Technical fog, business fog, and competition fog still shroud the field of video generation, resulting in Sora's game with too many uncertainties and too many possibilities. It is too early to say which understanding is correct and which route is the ultimate winner. Each company can only play according to its own rules of the game.
Large model technology must continue to develop, but starting from Sora, domestic technology companies no longer follow OpenAI and start to have their own rhythm.
Specifically, for a blockbuster new thing like Sora, domestic companies have their own understanding and thinking on the productization and commercialization of large models, and have begun to define their own gameplay, and follow up what Sora has shown. Strength, not following Sora shows mentality and strategic determination.
In addition, we don’t blindly follow the products, but OpenAI’s narrative capabilities are still worth learning.

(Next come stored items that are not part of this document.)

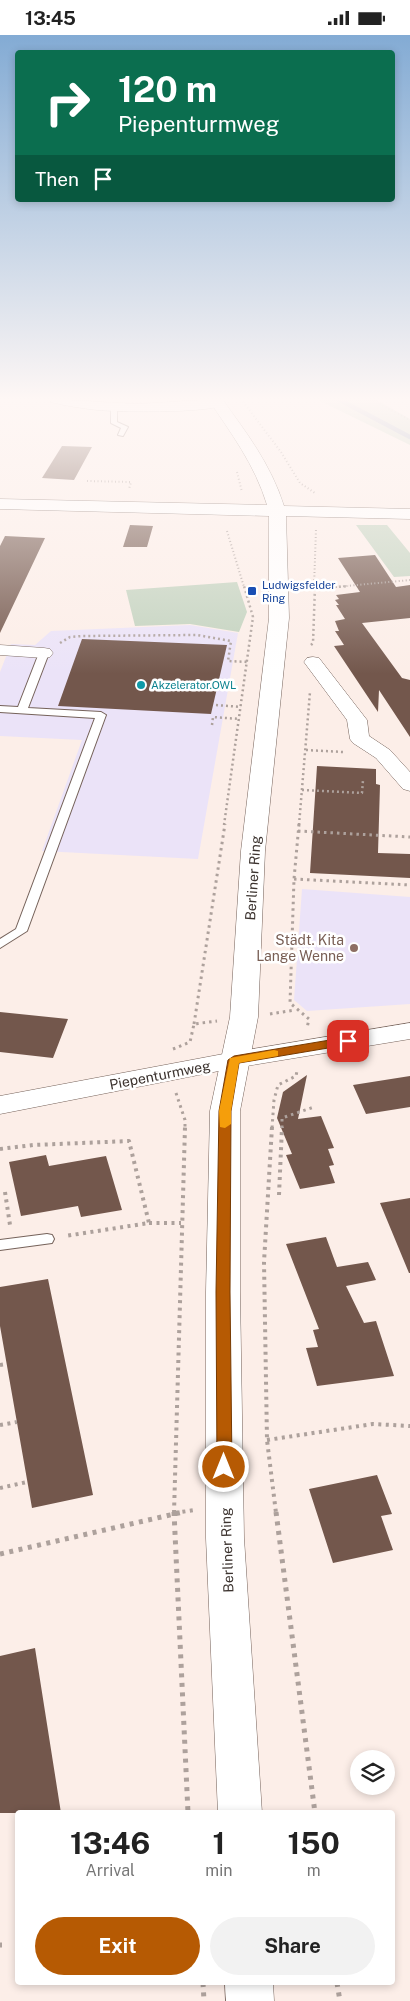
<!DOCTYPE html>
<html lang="en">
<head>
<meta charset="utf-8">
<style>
  body { margin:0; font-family:"Public Sans",sans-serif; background:#f2f2f2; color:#222; height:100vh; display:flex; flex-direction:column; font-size:19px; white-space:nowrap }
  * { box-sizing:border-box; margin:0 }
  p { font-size:16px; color:#767676 }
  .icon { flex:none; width:28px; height:28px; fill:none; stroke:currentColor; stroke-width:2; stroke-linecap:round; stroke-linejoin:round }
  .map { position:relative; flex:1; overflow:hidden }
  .sheet { position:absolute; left:15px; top:1775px; width:380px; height:175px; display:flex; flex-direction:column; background:#fff; border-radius:5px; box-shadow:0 2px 8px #0003 }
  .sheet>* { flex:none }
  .hud { position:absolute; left:15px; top:15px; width:380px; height:152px; border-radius:5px; box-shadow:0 2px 8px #0003; background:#0b6e4f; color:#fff; overflow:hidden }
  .tools { position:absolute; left:350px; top:1715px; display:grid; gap:10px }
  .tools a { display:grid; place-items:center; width:45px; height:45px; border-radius:50%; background:#fff; box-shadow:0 2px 8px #0003; font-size:25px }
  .pin { position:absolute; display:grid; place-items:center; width:42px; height:42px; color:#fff; margin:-21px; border-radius:10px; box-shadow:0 2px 8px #0006 }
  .me { position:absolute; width:55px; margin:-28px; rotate:0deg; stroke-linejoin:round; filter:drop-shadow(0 0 4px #0008) }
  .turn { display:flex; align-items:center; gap:18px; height:105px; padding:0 20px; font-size:22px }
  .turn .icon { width:65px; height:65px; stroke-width:2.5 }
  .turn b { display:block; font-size:35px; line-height:42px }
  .then { display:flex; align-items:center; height:48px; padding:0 20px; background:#0003; gap:10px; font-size:19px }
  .eta { display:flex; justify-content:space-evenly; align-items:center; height:85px; text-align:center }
  .eta b { font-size:30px; font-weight:700; line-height:35px }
  .cta { display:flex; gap:10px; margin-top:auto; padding:10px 20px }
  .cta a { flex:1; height:58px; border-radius:30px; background:#b65a03; color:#fff; font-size:20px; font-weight:700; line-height:58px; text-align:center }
  .cta a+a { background:#f2f2f2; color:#222 }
  .status { display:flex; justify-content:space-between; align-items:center; height:35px; padding:0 25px; background:#fff; direction:ltr }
  .status svg { height:14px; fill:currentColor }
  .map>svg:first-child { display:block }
  .education { fill:#ebe3f8 }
  .green { fill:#c2d2be }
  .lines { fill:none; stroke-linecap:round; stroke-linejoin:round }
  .stream { stroke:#8d9eb7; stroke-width:4.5 }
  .building { fill:#73574c }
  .lane-casing { stroke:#75625a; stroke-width:2 }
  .street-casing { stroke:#75625a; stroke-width:1 }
  .secondary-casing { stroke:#75625a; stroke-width:1 }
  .path-far4 { stroke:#ada19c; stroke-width:2; stroke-dasharray:1 2.5; stroke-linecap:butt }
  .path-far3 { stroke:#ada19c; stroke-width:2.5; stroke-dasharray:2 3; stroke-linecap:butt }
  .path-far2 { stroke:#ada19c; stroke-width:3; stroke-dasharray:2.5 4; stroke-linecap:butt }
  .path-far1 { stroke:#ada19c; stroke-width:4; stroke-dasharray:3 4.5; stroke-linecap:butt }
  .path { stroke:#ada19c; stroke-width:5; stroke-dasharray:4 5.5; stroke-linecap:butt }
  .lane { fill:#fff; fill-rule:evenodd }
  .street { fill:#fff; fill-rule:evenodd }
  .secondary { fill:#fff; fill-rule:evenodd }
  .route { fill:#b65a03; stroke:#763a02 }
  .slow { fill:#f59e0b }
  .transit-dot { fill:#1a4fb4; stroke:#fff; stroke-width:2 }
  .culture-dot { fill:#0f9aa8; stroke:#fff; stroke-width:2 }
  .education-dot { fill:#8d6e63; stroke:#fff; stroke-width:2 }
  .labels { text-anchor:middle; stroke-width:5; stroke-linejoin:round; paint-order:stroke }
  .far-transit-label { font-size:11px; fill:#164399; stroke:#fff; text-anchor:start }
  .far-culture-label { font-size:11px; fill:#0d838f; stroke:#fff; text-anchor:start }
  .street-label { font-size:14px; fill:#3c332f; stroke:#fff }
  .education-label { font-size:14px; fill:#785e54; stroke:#fff; text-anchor:end }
</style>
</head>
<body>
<div class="status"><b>13:45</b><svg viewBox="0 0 49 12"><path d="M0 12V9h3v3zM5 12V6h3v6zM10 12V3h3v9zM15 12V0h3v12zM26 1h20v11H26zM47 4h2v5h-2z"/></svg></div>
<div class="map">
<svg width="410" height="1966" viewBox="0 0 410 1966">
  <rect width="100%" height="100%" fill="#fceee8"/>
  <!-- education -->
  <path class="education" d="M190 590 238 598 198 824 42 816 82 705 0 701V637L11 609 35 610 51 596Z
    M302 854 410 862V969L307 976 294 965Z"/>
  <!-- green -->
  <path class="green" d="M316 364H375L410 384V410Z
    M356 490H387L410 518V541L394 542Z
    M237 547 247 577 239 597 190 589 135 591 126 555Z"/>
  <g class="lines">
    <!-- stream -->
    <path class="stream" d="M338 364 410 402"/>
  </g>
  <!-- building -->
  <path class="building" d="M62 411 92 412 74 445 42 443Z
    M130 490 153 491 147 512H123Z
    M5 501 45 503 0 598V511Z
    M375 520 396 552 410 550V583L362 588 402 643 410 645V702L379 655 378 677 334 611 344 610 335 596H339L335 586 345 584 336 570H339L335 565 339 564 336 560 360 557 338 523Z
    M82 604 227 610 211 679 58 671Z
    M317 731 376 734V749L380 750 378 818 410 819V843L310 838Z
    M0 977 68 984 53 1023 0 1017Z
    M307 1040 298 1084 321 1081 334 1113 328 1114 334 1130 329 1131 335 1148 300 1154 286 1120 292 1119 277 1083 283 1057Z
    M410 1041V1072L366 1079 353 1050Z
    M46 1120 49 1131 106 1121 122 1175 81 1182 78 1171 21 1181 9 1127Z
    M410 1163V1238H409L380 1168Z
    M326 1202 337 1232 368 1227 376 1245 346 1251 364 1288 376 1286 394 1341 317 1351 306 1313 318 1312 313 1295 319 1294 286 1209Z
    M48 1244 93 1460 32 1473 0 1291V1252Z
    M377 1440 392 1479 381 1481 393 1515 333 1528 309 1454Z
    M35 1613 61 1778H0V1621Z"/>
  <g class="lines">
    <defs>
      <path id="lane" d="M114 371 117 373V387L128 392 123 401 118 400 121 393 111 388V373Z
        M44 615 49 618 28 673 101 677 106 680 27 896 0 913V904L16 894 95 683 0 677V671L18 672 39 618Z
        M47 1199 52 1200 54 1204 52 1208 0 1215V1205Z"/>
      <path id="street" d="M49 364 137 369 219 364 226 368C217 379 115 377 97 375 81 373 66 371 51 367Z
        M0 610 44 613 50 614 53 618 50 622 44 623 0 620Z
        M313 622 319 623 367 685 369 701 390 715 410 737V756L403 754 376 723 353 708 350 704 347 685 304 627 307 623Z
        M410 988V1004L234 1033 0 1079V1061L234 1017Z"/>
      <path id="secondary" d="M208 364H222C247 398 271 430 284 471L410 474V484L286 481 289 583 265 816 258 982 240 1076V1257L244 1503 262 1778H218L206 1503V1257L210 1076 230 982 241 816 269 583V481L0 474V464L267 470C255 430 231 398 208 364Z
        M225 1948H273L274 1966H226Z"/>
    </defs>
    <!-- lane casing -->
    <use href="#lane" class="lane-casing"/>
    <!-- street casing -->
    <use href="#street" class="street-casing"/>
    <!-- secondary casing -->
    <use href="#secondary" class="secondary-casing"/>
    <!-- path-far4 -->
    <path class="path-far4" d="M241 364 281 417 300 448 315 458
      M370 364 410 385
      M237 437 242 457
      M87 446 131 447 129 454
      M227 496 244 552
      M314 552 316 494
      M336 552 410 545"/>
    <!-- path-far3 -->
    <path class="path-far3" d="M314 554 349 551
      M60 608 70 602 82 601 197 600 231 606 228 626 247 627
      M311 610 313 608 315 551
      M216 670 241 672
      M212 690 213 682 240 684
      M306 715 343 717
      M302 755 362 758 363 745
      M224 790 253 582 244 551
      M299 790 310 657"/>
    <!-- path-far2 -->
    <path class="path-far2" d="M299 789 294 844 290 968 309 984 307 993
      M298 796 410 802
      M294 844 410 850
      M270 979 295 975
      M194 989 225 789
      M173 1014 190 1007 194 989 217 986
      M176 1058 185 1085V1093
      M272 1093 274 1065 278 1050 296 1041 297 1036
      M282 1093V1083L314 1072"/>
    <!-- path-far1 -->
    <path class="path-far1" d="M272 1092 264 1227 267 1405 276 1478
      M0 1114 33 1110 129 1106 149 1188 65 1201
      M5 1157 10 1190
      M279 1160 282 1092
      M149 1188H181
      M0 1330 7 1329
      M0 1390 17 1387
      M267 1405 373 1389 410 1391
      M0 1453 27 1447
      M174 1478 185 1092
      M175 1478 194 1475"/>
    <!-- path -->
    <path class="path" d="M174 1477 188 1778
      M276 1477 315 1778
      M0 1519 183 1477
      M0 1910H2
      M203 1948 204 1966
      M337 1948 340 1966"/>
    <!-- lane -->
    <use href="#lane" class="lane"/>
    <!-- street -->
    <use href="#street" class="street"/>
    <!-- secondary -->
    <use href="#secondary" class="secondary"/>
  </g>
  <!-- sky -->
  <linearGradient id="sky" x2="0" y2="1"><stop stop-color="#83abd4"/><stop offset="0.57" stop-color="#fef7f5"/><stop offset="1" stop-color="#fef7f5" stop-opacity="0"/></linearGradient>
  <rect width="410" height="639" fill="url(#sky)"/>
  <!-- route -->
  <path class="route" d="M348 1002 352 1003V1009L239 1028 231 1076 230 1257 232 1432 230 1436 224 1438 219 1436 217 1432 216 1257 219 1076 228 1025 234 1021Z"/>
  <!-- slow -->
  <path class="slow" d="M274 1015 278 1016V1021L239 1028 231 1076V1089L225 1093 220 1092 219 1076 230 1023Z"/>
  <!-- markers -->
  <rect class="transit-dot" x="247" y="551" width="10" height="10" rx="2.5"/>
  <circle class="culture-dot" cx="141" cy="650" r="5"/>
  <circle class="education-dot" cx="354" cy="913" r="5"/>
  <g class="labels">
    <!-- far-transit labels -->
    <g class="far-transit-label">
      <text x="262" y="554">Ludwigsfelder<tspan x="262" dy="13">Ring</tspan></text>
    </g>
    <!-- far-culture labels -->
    <g class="far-culture-label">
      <text x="151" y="654">Akzelerator.OWL</text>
    </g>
    <!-- street labels -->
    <g class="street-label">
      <text transform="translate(253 843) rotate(-86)" y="5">Berliner Ring</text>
      <text transform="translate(160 1040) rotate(-11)" y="5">Piepenturmweg</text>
      <text transform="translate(227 1515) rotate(-92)" y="5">Berliner Ring</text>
    </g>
    <!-- education labels -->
    <g class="education-label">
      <text x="344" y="910">Städt. Kita<tspan x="344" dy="16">Lange Wenne</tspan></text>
    </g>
  </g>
</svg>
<div class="tools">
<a><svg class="icon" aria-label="layers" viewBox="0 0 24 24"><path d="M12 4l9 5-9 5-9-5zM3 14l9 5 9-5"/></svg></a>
</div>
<div class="pin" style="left:348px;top:1006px;background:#d93025"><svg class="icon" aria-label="arrive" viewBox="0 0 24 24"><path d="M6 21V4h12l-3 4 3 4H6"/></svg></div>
<svg class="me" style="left:224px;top:1432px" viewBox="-20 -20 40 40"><circle r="17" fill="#b65a03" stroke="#fff" stroke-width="3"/><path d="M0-11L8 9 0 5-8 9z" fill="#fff"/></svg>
<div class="hud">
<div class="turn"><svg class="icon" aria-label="right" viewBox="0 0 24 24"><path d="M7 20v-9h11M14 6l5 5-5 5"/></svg><div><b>120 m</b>Piepenturmweg</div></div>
<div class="then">Then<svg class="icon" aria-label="arrive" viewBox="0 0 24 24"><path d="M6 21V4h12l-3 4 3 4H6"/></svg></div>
</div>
<section class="sheet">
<div class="eta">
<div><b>13:46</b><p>Arrival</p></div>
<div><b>1</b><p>min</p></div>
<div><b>150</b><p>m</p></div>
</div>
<div class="cta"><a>Exit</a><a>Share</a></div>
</section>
</div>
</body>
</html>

Whether it was using Sora to steal Google’s limelight in February, or whether Sora was officially launched recently, OpenAI can always drive the pace, set topics, and attract attention time and time again. This is a very important ability for capital-intensive AI companies. .
You don’t need to follow up on Sora, but you can’t miss out on key technologies.
Take Baidu as an example. Although it has no plans to launch Sora products, it does not lack key technologies. For example, it has self-developed multi-modal controllable imaging technology, which can keep the physical characteristics unchanged. Down, realThe highly generalized generation of images and the improvement of controllability are precisely the core of the next stage of video generation. In addition, Baidu has not completely ignored the field of video generation. Currently, it has invested in video generation start-up Shengshu Technology, AI video short drama company Jingying Technology, etc.
Focusing on the main track, with its own core business and commercial priority level and multiple factors to determine the priority of chasing Sora. In the large-scale poker game, domestic companies are finding their own sense of rhythm.